The Law establishes in all regions “committees for national residence” that will be authorized to discuss and approve plans for residential construction. According to the Law, the implementation of the national residence plans will commence within two and a half years of their approval.
The Law will expire within 18 months of its publication and may be extended for a period not exceeding eight months by the Prime Minister and the Minister of the Interior, with the approval of the Knesset, based on a recommendation of the joint committee of the Knesset Internal Affairs and Environment and the Economics Affairs Committees.

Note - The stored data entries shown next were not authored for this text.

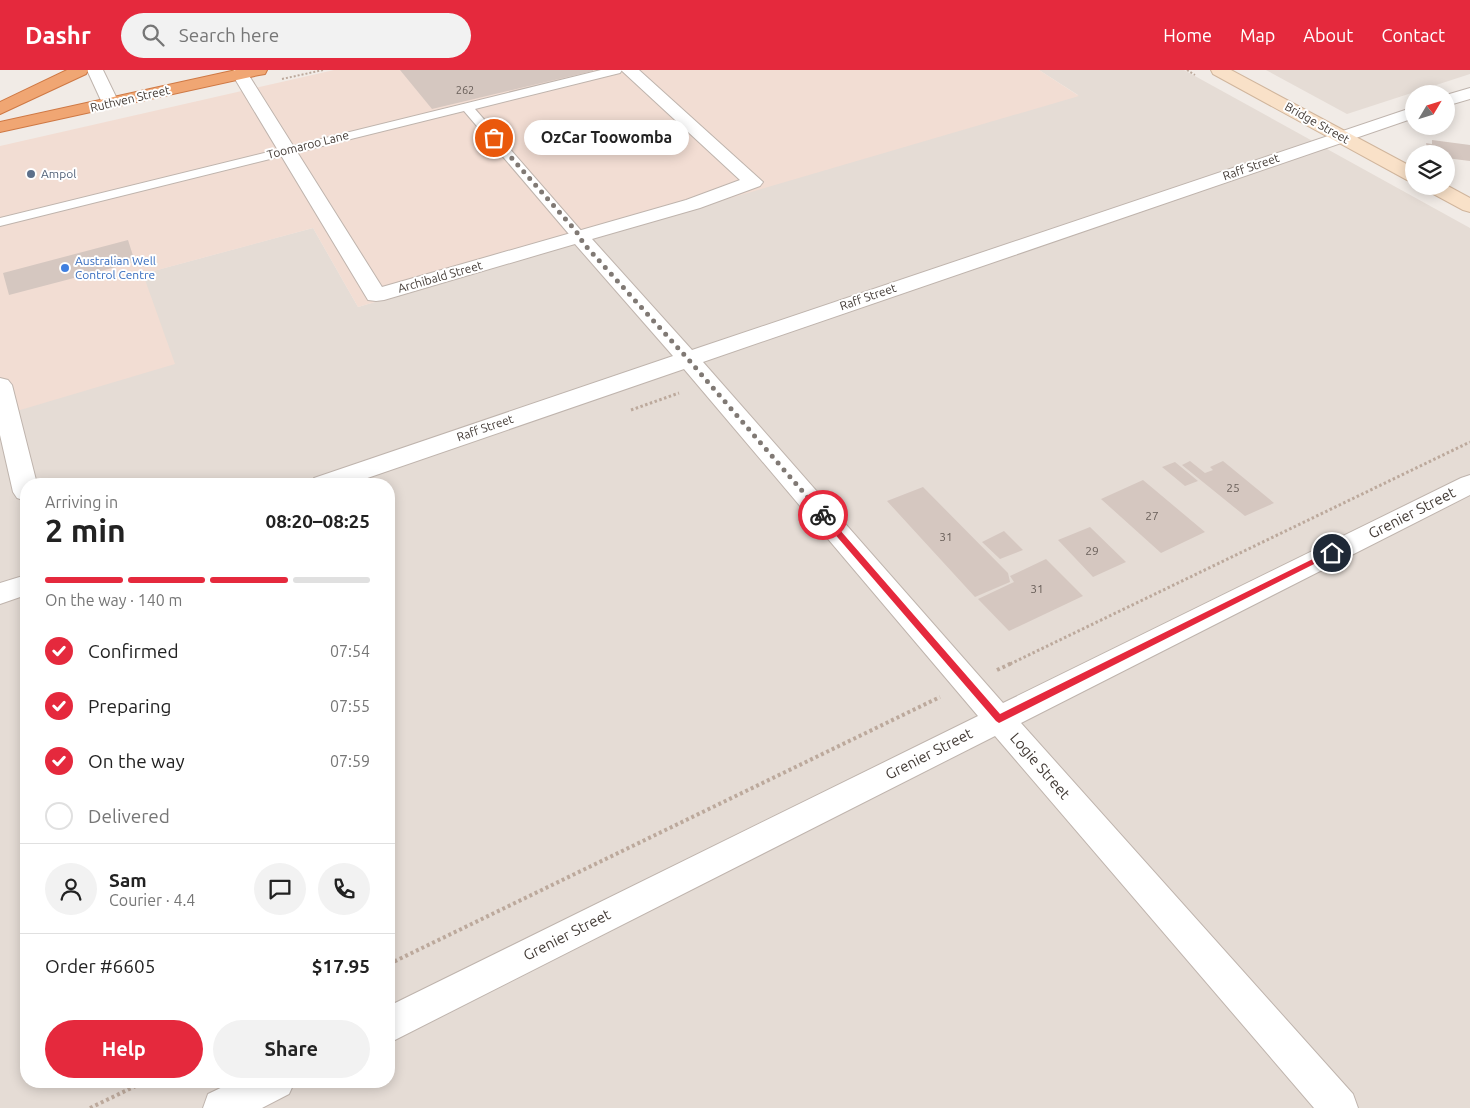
<!DOCTYPE html>
<meta charset="utf-8">
<style>
:root{--surface:#fff;--page:#f2f2f2;--text:#222;--muted:#767676;--line:#e0e0e0;--accent:#e5293d}
body{margin:0;font-family:Ubuntu,sans-serif;background:var(--page);color:var(--text);height:100vh;display:flex;flex-direction:column;font-size:19px;white-space:nowrap}
*{box-sizing:border-box;margin:0}
p{font-size:16px;color:var(--muted)}
.icon{flex:none;width:28px;height:28px;fill:none;stroke:currentColor;stroke-width:2;stroke-linecap:round;stroke-linejoin:round}
.map{position:relative;flex:1;overflow:hidden}
.side{position:absolute;left:20px;top:408px;width:375px;height:610px;display:flex;flex-direction:column;background:var(--surface);border-radius:20px;box-shadow:0 2px 12px #0003}
.side>*{flex:none}
.needle{width:32px;rotate:52deg}
.controls{position:absolute;left:1405px;top:15px;display:grid;gap:10px}
.controls a{display:grid;place-items:center;width:50px;height:50px;border-radius:50%;background:var(--surface);box-shadow:0 2px 12px #0003;font-size:25px}
.pin{position:absolute;display:grid;place-items:center;width:42px;height:42px;color:#fff;margin:-21px;border:2px solid #fff;border-radius:50%;box-shadow:0 1px 5px #0007}
.courier{position:absolute;display:grid;place-items:center;width:50px;height:50px;margin:-25px;border:4px solid #e5293d;border-radius:50%;background:#fff;color:#222;box-shadow:0 1px 6px #0007}
.bubble{position:absolute;height:35px;border-radius:18px;background:var(--surface);box-shadow:0 2px 12px #0003;font-size:16px;font-weight:600;line-height:35px;text-align:center}
.summary em{font-style:normal;font-weight:600}
.summary div{display:flex;flex-direction:column-reverse}
.summary{display:flex;align-items:center;justify-content:space-between;height:85px;padding:0 25px}
h1{font-size:32px;font-weight:600;line-height:38px}
.bar{display:grid;grid-template-columns:repeat(4,1fr);gap:8px 5px;align-content:center;height:60px;padding:0 25px}
.bar i{height:6px;border-radius:4px;background:var(--line)}
.bar .current{background:var(--accent)}
.bar p{grid-column:span 4}
.line{display:flex;align-items:center;gap:12px;padding:0 25px;border-top:1px solid var(--line)}
.line div{flex:1}
.round{display:grid;place-items:center;flex:none;width:52px;height:52px;border-radius:26px;background:var(--page)}
ol{padding:0 25px;list-style:none}
li{display:flex;align-items:center;gap:15px;height:55px}
li p{margin-inline-start:auto}
li .icon{padding:5px;border-radius:50%;background:var(--accent);color:#fff;stroke-width:4}
li:last-child{color:var(--muted)}
li i{width:28px;height:28px;border:2px solid var(--line);border-radius:50%}
.button{display:flex;gap:10px;margin-top:auto;padding:10px 25px}
.button a{flex:1;height:58px;border-radius:30px;background:var(--accent);color:#fff;font-size:20px;font-weight:600;line-height:58px;text-align:center}
.button a+a{background:var(--page);color:var(--text)}
header{display:flex;align-items:center;gap:30px;box-sizing:border-box;height:70px;padding:0 25px;background:var(--accent);color:#fff}
header strong{font-size:24px}
nav{display:flex;gap:28px;margin-inline-start:auto;font-size:18px}
.search{width:350px;height:45px;background:var(--page);display:flex;align-items:center;gap:12px;box-sizing:border-box;padding:0 18px;border-radius:28px;color:var(--muted);font-size:19px}
.map>svg:first-child{display:block}
</style>
<header>
<strong>Dashr</strong>
<div class="search"><svg class="icon" aria-label="search" viewBox="0 0 24 24"><circle cx="10" cy="10" r="6"/><path d="M15 15l6 6"/></svg>Search here</div>
<nav><a>Home</a><a>Map</a><a>About</a><a>Contact</a></nav>
</header>
<div class="map">
<svg width="1470" height="1038" viewBox="0 0 1470 1038">
<rect width="100%" height="100%" fill="#f1ebe6"/>
<path fill="#e5dcd5" fill-rule="evenodd" d="M1039,0H1184L1470,158V1038H0V346L142,204L313,158L358,237L1078,25ZM26,414H389V1011H26Z
M1266,0H1470V4L1347,44Z"/>
<path fill="#f2ddd3" d="M334,0H1039L1079,26L358,237L313,158L143,204L175,294L0,346V76Z"/>
<path fill="#d5c7c0" d="M400,0H593V1L432,39Z
M1432,70L1470,75V91L1446,88V84L1428,82L1426,73L1432,74Z
M128,170L135,192L9,225L3,203Z
M1190,391L1205,403L1213,400L1210,397L1223,391L1274,433L1245,446L1182,395Z
M1175,392L1198,411L1185,416L1162,397Z
M1143,410L1205,462L1161,483L1101,429Z
M923,417L1008,503L1010,512L975,527L887,431Z
M1090,457L1126,492L1093,507L1058,470Z
M1004,461L1023,480L1000,489L982,472Z
M1046,489L1083,526L1009,561L978,529L1014,512L1010,506Z"/>
<g fill="none" stroke-linecap="round" stroke-linejoin="round">
<defs>
<path id="lane" d="M601,0H622L620,3L475,39L584,164L586,167L584,170H574L464,41L0,156V148Z"/>
<path id="street" d="M87,0H103L119,33L116,37L110,38L104,37Z
M234,0H246L248,4L382,217L686,130L740,110L621,0H639L763,112L760,116L700,138L592,169L692,280L1414,37V48L703,292L1003,633L1461,408L1470,405V425L1021,653L1353,1024L1358,1038H1314L995,666L389,973V936L978,646L684,299L350,414H310L314,408L673,286L575,174L384,230L376,231L368,230L232,4Z
M1470,18V29L1446,36V25Z
M0,308L8,310L12,315L37,414H26V431L17,428L13,422L0,365Z
M26,505V525L0,534V513Z
M235,1011H295L289,1024L262,1038H203L208,1024Z"/>
<path id="secondary" d="M1211,0H1231L1414,98V112L1407,110L1213,4Z
M1446,115L1470,128V142L1463,140L1426,120L1424,116Z"/>
<path id="highway" d="M67,0H88L86,4L0,44V32Z
M236,0H267L265,4L259,5L0,62V52Z"/>
</defs>
<use href="#lane" stroke="#bfb4ad" stroke-width="2"/>
<use href="#street" stroke="#bfb4ad" stroke-width="2"/>
<use href="#secondary" stroke="#d0b59c" stroke-width="2"/>
<use href="#highway" stroke="#ce7844" stroke-width="2"/>
<path stroke="#bca99c" stroke-width="2" stroke-dasharray="2 2" stroke-linecap="butt" d="M1187,0L1195,5
M282,9L323,0"/>
<path stroke="#bca99c" stroke-width="3" stroke-dasharray="2.5 2.5" stroke-linecap="butt" d="M631,340L679,323
M1010,594L1470,372"/>
<path stroke="#bca99c" stroke-width="4" stroke-dasharray="3 3" stroke-linecap="butt" d="M997,600L1012,593
M389,894L940,627
M90,1038L146,1011"/>
<use href="#lane" fill="#fff" fill-rule="evenodd"/>
<use href="#street" fill="#fff" fill-rule="evenodd"/>
<use href="#secondary" fill="#f9e1c8" fill-rule="evenodd"/>
<use href="#highway" fill="#f0a673" fill-rule="evenodd"/>
</g>
<path fill="#e5293d" d="M823,443L826,444L1000,644L1329,481H1335L1336,483L999,653L996,651L820,447L819,445Z"/>
<g fill="none" stroke-linecap="round" stroke-linejoin="round">
<path stroke="#807974" stroke-width="5" stroke-dasharray="0 9" d="M494,68L576,161L584,174L688,289L823,445"/>
</g>
<circle fill="#5c6f8a" stroke="#fff" stroke-width="2" cx="31" cy="104" r="5"/>
<circle fill="#3f7fe0" stroke="#fff" stroke-width="2" cx="65" cy="198" r="5"/>
<g text-anchor="middle" stroke-width="4" stroke-linejoin="round" paint-order="stroke">
<g font-size="11" fill="#685e58">
<text x="465" y="24">262</text>
</g>
<g font-size="12" fill="#433b36" stroke="#fff">
<text transform="translate(130 29) rotate(-13)" y="4">Ruthven Street</text>
<text transform="translate(1317 53) rotate(29)" y="4">Bridge Street</text>
<text transform="translate(308 75) rotate(-14)" y="4">Toomaroo Lane</text>
<text transform="translate(1251 97) rotate(-19)" y="4">Raff Street</text>
<text transform="translate(440 207) rotate(-16)" y="4">Archibald Street</text>
<text transform="translate(868 227) rotate(-19)" y="4">Raff Street</text>
<text transform="translate(485 358) rotate(-19)" y="4">Raff Street</text>
</g>
<g font-size="12" fill="#4e5e75" stroke="#fff" text-anchor="start">
<text x="41" y="108">Ampol</text>
</g>
<g font-size="12" fill="#366cbe" stroke="#fff" text-anchor="start">
<text x="75" y="195">Australian Well<tspan x="75" dy="14">Control Centre</tspan></text>
</g>
<g font-size="12" fill="#685e58">
<text x="1233" y="422">25</text>
<text x="1152" y="450">27</text>
<text x="946" y="471">31</text>
<text x="1092" y="485">29</text>
<text x="1037" y="523">31</text>
</g>
<g font-size="15" fill="#433b36" stroke="#fff">
<text transform="translate(1412 443) rotate(-27)" y="5">Grenier Street</text>
<text transform="translate(929 684) rotate(-27)" y="5">Grenier Street</text>
<text transform="translate(1040 696) rotate(49)" y="5">Logie Street</text>
<text transform="translate(567 865) rotate(-27)" y="5">Grenier Street</text>
</g>
</g>
</svg>
<div class="controls">
<a><svg class="needle" viewBox="-14 -14 28 28"><path d="M0-13l5 13h-10z" fill="#e53935"/><path d="M0 13l5-13h-10z" fill="#767676"/></svg></a>
<a><svg class="icon" aria-label="layers" viewBox="0 0 24 24"><path d="M12 4l9 5-9 5-9-5zM3 14l9 5 9-5"/></svg></a>
</div>
<div class="pin" style="left:494px;top:68px;background:#ea580c"><svg class="icon" aria-label="bag" viewBox="0 0 24 24"><path d="M5 8h14l-1 12H6zM9 8a3 3 0 0 1 6 0"/></svg></div>
<div class="pin" style="left:1332px;top:483px;background:#1f2937"><svg class="icon" aria-label="home" viewBox="0 0 24 24"><path d="M3 11l9-7 9 7M6 9v11h12V9"/></svg></div>
<div class="courier" style="left:823px;top:445px"><svg class="icon" aria-label="bike" viewBox="0 0 24 24"><circle cx="6" cy="16" r="4"/><circle cx="18" cy="16" r="4"/><path d="M6 16l4-8h5l3 8M10 8l3 8H6M13 5h3"/></svg></div>
<div class="bubble" style="left:524px;top:50px;width:165px">OzCar Toowomba</div>
<section class="side">
<div class="summary"><div><h1>2 min</h1><p>Arriving in</p></div><em>08:20–08:25</em></div>
<div class="bar"><i class="current"></i><i class="current"></i><i class="current"></i><i></i><p>On the way · 140 m</p></div>
<ol>
<li><svg class="icon" aria-label="check" viewBox="0 0 24 24"><path d="M5 12l5 5 9-10"/></svg>Confirmed<p>07:54</p></li>
<li><svg class="icon" aria-label="check" viewBox="0 0 24 24"><path d="M5 12l5 5 9-10"/></svg>Preparing<p>07:55</p></li>
<li><svg class="icon" aria-label="check" viewBox="0 0 24 24"><path d="M5 12l5 5 9-10"/></svg>On the way<p>07:59</p></li>
<li><i></i>Delivered</li>
</ol>
<div class="line" style="height:90px"><a class="round"><svg class="icon" aria-label="person" viewBox="0 0 24 24"><circle cx="12" cy="8" r="4"/><path d="M4 21q1-7 8-7t8 7"/></svg></a><div><b>Sam</b><p>Courier · 4.4</p></div><a class="round"><svg class="icon" aria-label="chat" viewBox="0 0 24 24"><path d="M4 5h16v11H9l-5 4z"/></svg></a><a class="round"><svg class="icon" aria-label="phone" viewBox="0 0 24 24"><path d="M5 4h4l2 5-3 2q2 4 5 5l2-3 5 2v4C11 20 4 13 5 4z"/></svg></a></div>
<div class="line" style="height:65px"><div>Order #6605</div><b>$17.95</b></div>
<div class="button"><a>Help</a><a>Share</a></div>
</section>
</div>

According to the bill's explanatory notes, the Law is designed to address what is viewed as an economic and social threat created by the extreme rise in residential costs in Israel. This rise was caused, among other factors, by the sharp decline in residential construction and by the significant reduction in availability of housing for the public. The explanatory notes further suggested that the Law was designed to temporarily speed up the procedures associated with the approval of residential construction, which previously usually took over three years. (Planning and Construction Procedures for Speeding Residential Construction (Temporary Provision) Law, 5771-2011 & bill, the Knesset website (both last visited Aug. 16, 2011).)